● Task brief:
Across all the entries below, how many lines contain the string "Carmen"? The number by itself is the answer.

● Given information:
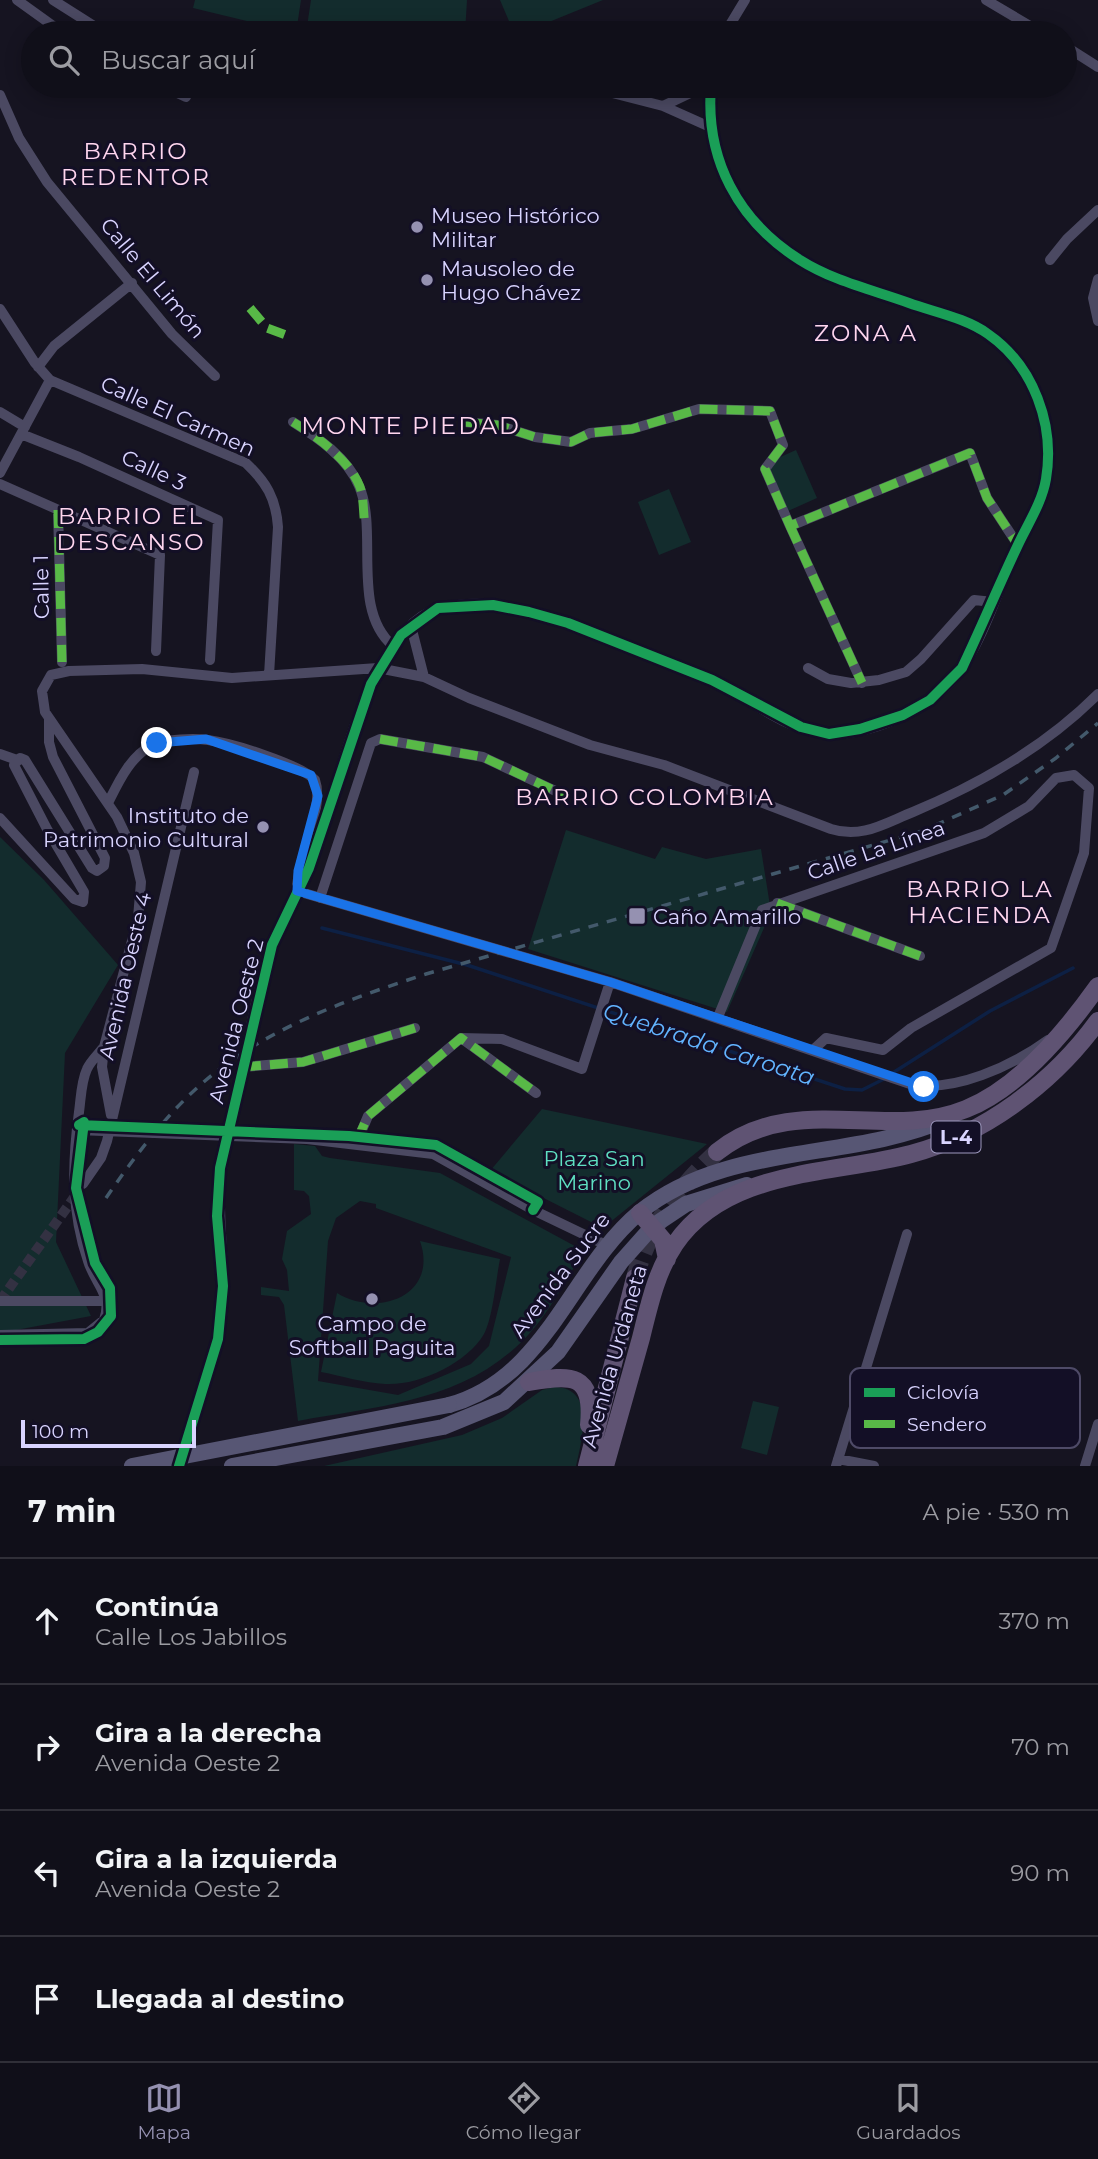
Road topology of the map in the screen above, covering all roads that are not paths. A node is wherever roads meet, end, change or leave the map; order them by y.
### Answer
1 (17, 0) edge
2 (53, 0) edge
3 (745, 0) edge
4 (986, 0) edge
5 (46, 21) edge
6 (86, 21) edge
7 (732, 21) edge
8 (1022, 21) edge
9 (1077, 53) edge
10 (1096, 64) edge
11 (0, 95) edge
12 (632, 98) edge
13 (680, 98) edge
14 (711, 98) edge
15 (663, 106) junction
16 (710, 127) junction
17 (1098, 210) edge
18 (1049, 260) dead end
19 (1098, 279) edge
20 (132, 283) junction
21 (0, 309) edge
22 (1098, 321) edge
23 (38, 367) junction
24 (215, 376) dead end
25 (50, 380) junction
26 (0, 412) edge
27 (293, 422) dead end
28 (464, 422) dead end
29 (23, 430) junction
30 (0, 473) edge
31 (0, 484) edge
32 (58, 510) junction
33 (790, 526) junction
34 (1018, 545) junction
35 (993, 602) junction
36 (411, 626) junction
37 (393, 646) junction
38 (156, 651) dead end
39 (211, 660) dead end
40 (62, 662) dead end
41 (378, 668) junction
42 (808, 668) dead end
43 (270, 676) junction
44 (424, 677) junction
45 (862, 683) junction
46 (1098, 694) edge
47 (49, 719) junction
48 (0, 754) edge
49 (17, 760) junction
50 (194, 772) dead end
51 (564, 796) dead end
52 (108, 803) junction
53 (0, 818) edge
54 (297, 891) junction
55 (320, 898) junction
56 (777, 903) junction
57 (920, 956) dead end
58 (610, 982) junction
59 (1098, 986) edge
60 (718, 1017) junction
61 (1072, 1021) junction
62 (1097, 1024) edge
63 (415, 1028) dead end
64 (461, 1038) junction
65 (104, 1047) junction
66 (813, 1050) junction
67 (243, 1067) junction
68 (536, 1093) dead end
69 (965, 1110) junction
70 (111, 1115) junction
71 (231, 1124) dead end
72 (77, 1129) junction
73 (227, 1141) dead end
74 (356, 1144) junction
75 (717, 1152) tunnel mouth
76 (776, 1178) junction
77 (83, 1184) tunnel mouth
78 (640, 1213) junction
79 (653, 1226) junction
80 (907, 1234) dead end
81 (608, 1246) junction
82 (667, 1259) junction
83 (635, 1278) tunnel mouth
84 (0, 1301) edge
85 (108, 1301) junction
86 (0, 1335) edge
87 (866, 1368) edge
88 (529, 1382) junction
89 (850, 1420) edge
90 (1098, 1424) edge
91 (188, 1435) tunnel mouth
92 (837, 1462) edge
93 (132, 1466) edge
94 (232, 1466) edge
95 (586, 1466) edge
96 (605, 1466) edge
97 (874, 1466) edge
98 (1085, 1466) edge

1 - 5 street
2 - 6 street
3 - 7 street
4 - 8 street
9 - 10 street
11 - 20 street, Calle El Limón
12 - 15 street
13 - 15 street
14 - 16 street
15 - 16 street
16 - 34 street
17 - 18 street
19 - 22 street
20 - 23 street
20 - 24 street, Calle El Limón
21 - 23 street, Calle El Carmen
23 - 25 street, Calle El Carmen
25 - 29 street
25 - 43 street, Calle El Carmen
26 - 29 street
27 - 37 street
28 - 33 street
29 - 30 street
29 - 39 street, Calle 3
31 - 32 street
32 - 38 street
32 - 40 street, Calle 1
33 - 34 street
33 - 45 street
34 - 35 street
35 - 36 street
35 - 45 street
36 - 37 street
36 - 44 street
37 - 41 street
41 - 43 street
41 - 44 street
41 - 54 street
42 - 45 street
43 - 47 street
44 - 46 street
47 - 49 street
47 - 52 street
48 - 49 street
49 - 53 street
50 - 70 street, Avenida Oeste 4
51 - 55 street
52 - 54 street, Avenida Oeste 2
52 - 65 street
54 - 55 street
54 - 67 street, Avenida Oeste 2
55 - 58 street
56 - 57 street
56 - 60 street, Calle La Línea
56 - 66 street, Calle La Línea
58 - 60 street
58 - 64 street
59 - 61 main road, Avenida Sucre / L-4
60 - 66 street
61 - 66 street
61 - 69 main road, Avenida Sucre / L-4
62 - 76 main road, Avenida Sucre / L-4
63 - 67 street
64 - 68 street
64 - 74 street
65 - 70 street
65 - 72 street, Avenida Oeste 4
67 - 71 street, Avenida Oeste 2
69 - 75 main road, L-4
69 - 78 main road, Avenida Sucre
70 - 77 street, Avenida Oeste 4
72 - 74 street, bridge
72 - 85 street, Avenida Oeste 4
73 - 91 street
74 - 81 street
76 - 79 main road, Avenida Sucre / L-4
76 - 82 main road, L-4
78 - 79 main road
78 - 81 main road, Avenida Sucre
79 - 82 main road
79 - 88 main road, Avenida Sucre / L-4
80 - 87 street
81 - 93 main road, Avenida Sucre, bridge
82 - 96 main road, Avenida Urdaneta / L-4
83 - 95 main road
84 - 85 street
85 - 86 street
88 - 94 main road, Avenida Sucre
88 - 95 main road
89 - 92 street
90 - 98 street
92 - 97 street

● Final answer:
3